Dave recently pushed some of my API changes to the main TalkingPuffin. There are quite a few updates. The API is more complete now, more resilient, supports optional REST arguments, and has a method to load all pages of various APIs. I thought I’d show a few of the enhancements here.
This first listing shows how to use the new TwitterArgs class.
package org.talkingpuffin.twitter
object ShowAPI {
def main(args: Array[String]) = {
// set up our credentials and session
val user = "foo"
val password = "bar"
val sess = TwitterSession(user,password)
// same method as before
var friendsTweets = sess.getFriendsTimeline();
System.out.println("got " + friendsTweets.size + " tweets from old style method")
// use per page count
friendsTweets = sess.getFriendsTimeline(TwitterArgs.maxResults(200))
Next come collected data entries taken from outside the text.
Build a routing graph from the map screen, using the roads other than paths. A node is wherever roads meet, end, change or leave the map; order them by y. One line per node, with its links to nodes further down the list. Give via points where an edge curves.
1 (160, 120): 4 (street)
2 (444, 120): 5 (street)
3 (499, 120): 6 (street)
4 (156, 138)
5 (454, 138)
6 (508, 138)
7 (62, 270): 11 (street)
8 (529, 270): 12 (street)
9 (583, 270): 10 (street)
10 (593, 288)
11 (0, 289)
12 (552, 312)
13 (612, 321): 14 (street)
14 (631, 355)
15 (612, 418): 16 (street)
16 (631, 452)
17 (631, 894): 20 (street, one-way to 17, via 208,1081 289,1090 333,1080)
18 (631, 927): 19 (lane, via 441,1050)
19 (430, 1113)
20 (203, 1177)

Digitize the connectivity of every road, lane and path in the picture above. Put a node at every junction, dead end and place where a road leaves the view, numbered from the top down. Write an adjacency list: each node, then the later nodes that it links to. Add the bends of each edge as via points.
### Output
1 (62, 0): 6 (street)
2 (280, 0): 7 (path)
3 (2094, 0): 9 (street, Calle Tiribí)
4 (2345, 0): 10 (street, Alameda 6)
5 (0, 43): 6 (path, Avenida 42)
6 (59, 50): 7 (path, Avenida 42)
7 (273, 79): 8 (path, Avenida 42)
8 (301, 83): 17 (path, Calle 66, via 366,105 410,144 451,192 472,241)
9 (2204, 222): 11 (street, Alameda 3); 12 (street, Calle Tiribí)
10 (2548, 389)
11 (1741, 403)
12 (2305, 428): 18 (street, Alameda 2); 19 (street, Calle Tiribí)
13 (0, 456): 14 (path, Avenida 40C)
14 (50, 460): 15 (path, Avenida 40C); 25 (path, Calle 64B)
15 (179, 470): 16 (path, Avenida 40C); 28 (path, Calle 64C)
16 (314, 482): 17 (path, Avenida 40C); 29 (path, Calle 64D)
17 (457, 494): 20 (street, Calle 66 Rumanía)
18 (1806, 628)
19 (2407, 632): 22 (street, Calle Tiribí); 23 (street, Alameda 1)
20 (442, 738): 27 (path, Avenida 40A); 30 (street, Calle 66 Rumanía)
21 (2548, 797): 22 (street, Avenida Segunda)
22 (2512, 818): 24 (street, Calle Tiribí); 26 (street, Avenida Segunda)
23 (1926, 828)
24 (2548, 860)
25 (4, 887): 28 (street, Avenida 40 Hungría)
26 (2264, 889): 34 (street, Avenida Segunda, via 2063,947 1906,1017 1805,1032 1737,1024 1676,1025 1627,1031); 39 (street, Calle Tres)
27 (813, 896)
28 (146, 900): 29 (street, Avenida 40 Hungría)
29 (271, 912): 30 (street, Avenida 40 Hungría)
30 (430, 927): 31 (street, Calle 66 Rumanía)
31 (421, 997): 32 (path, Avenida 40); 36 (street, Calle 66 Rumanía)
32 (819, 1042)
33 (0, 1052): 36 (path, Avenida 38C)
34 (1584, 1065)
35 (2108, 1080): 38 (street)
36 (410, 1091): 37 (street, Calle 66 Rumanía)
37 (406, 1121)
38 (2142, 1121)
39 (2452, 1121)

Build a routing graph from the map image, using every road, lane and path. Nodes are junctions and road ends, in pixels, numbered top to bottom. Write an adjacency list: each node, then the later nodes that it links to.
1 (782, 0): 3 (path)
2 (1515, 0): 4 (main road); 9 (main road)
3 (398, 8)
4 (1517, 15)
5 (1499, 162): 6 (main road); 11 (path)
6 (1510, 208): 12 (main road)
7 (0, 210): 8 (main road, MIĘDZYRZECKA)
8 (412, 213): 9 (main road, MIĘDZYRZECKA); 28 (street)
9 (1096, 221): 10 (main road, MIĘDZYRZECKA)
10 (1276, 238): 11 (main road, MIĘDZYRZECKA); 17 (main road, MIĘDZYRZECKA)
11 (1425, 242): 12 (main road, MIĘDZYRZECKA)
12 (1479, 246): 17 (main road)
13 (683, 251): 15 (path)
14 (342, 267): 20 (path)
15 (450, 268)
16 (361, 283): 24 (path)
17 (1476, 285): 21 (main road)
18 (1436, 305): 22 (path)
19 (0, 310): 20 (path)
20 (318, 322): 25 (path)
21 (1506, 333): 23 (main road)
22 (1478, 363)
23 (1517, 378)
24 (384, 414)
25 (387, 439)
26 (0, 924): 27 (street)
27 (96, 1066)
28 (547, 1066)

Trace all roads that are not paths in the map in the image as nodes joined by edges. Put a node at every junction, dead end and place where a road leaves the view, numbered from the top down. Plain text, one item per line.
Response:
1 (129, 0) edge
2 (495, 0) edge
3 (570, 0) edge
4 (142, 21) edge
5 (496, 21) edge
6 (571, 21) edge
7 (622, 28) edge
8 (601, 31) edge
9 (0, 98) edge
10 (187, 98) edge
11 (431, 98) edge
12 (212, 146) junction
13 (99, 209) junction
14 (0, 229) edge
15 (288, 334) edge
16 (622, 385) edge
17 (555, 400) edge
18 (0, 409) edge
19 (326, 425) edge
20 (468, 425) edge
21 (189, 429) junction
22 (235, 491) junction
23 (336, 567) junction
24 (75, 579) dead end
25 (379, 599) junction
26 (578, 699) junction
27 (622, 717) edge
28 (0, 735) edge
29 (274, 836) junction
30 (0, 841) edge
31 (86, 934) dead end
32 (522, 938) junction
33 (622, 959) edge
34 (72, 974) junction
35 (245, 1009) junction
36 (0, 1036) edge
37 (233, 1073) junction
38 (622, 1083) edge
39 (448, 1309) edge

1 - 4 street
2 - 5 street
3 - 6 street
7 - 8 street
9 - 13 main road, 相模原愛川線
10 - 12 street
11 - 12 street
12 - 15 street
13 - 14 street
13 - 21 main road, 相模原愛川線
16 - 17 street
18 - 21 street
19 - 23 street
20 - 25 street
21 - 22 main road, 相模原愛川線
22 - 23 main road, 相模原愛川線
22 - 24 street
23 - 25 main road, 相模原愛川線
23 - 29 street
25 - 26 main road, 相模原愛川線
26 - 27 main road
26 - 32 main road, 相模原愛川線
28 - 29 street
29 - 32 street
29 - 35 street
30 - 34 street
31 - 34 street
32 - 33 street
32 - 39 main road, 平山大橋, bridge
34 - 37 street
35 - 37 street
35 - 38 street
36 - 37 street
System.out.println("got " + friendsTweets.size + " tweets using per page count")
// use chained twitter args
friendsTweets = sess.getFriendsTimeline(TwitterArgs.maxResults(200).page(2))
System.out.println("got " + friendsTweets.size + " tweets using chained twitter args")
}
}
There are a variety of methods that support passing in a TwitterArgs instance. These can be constructed by calling the various methods on the TwitterArgs object, e.g.
val args = TwitterArgs.maxResults(200)
If you want to pass in multiple optional arguments you can make calls on an existing args instance, e.g.
val args = oldArgs.page(2)
These get converted to a URL query segment, and are appended to the URLs called for twitter data.
The next listing shows some Scala functional programming neatness, and builds on my previous post about retry logic.
package org.talkingpuffin.twitter
object ShowAPI {
def main(args: Array[String]) = {
// set up our credentials and session
val user = ""
val password = ""
val sess = TwitterSession(user,password)
// demo load all... this just loads the first page
var myTweets = sess.getUserTimeline("mccv")
System.out.println("got " + myTweets.size + " tweets from my timeline")
// now we show load all. loadAll just wants a function that takes an int as an arg,
// which is the page. Scala's partially applied functions make this pretty easy
// to use in a general purpose way
myTweets = sess.loadAll(sess.getUserTimeline("mccv",_:Int))
System.out.println("got " + myTweets.size + " tweets using loadAll")
// this is even fancier. Here I add retry logic to load all.
// note that retryPage is a function I defined here... but the session
// doesn't care. It keeps iterating through pages, retrying and loading
// until it reaches the end.
myTweets = sess.loadAll(retryPage(_:Int,sess.getUserTimeline("mccv",_:Int)))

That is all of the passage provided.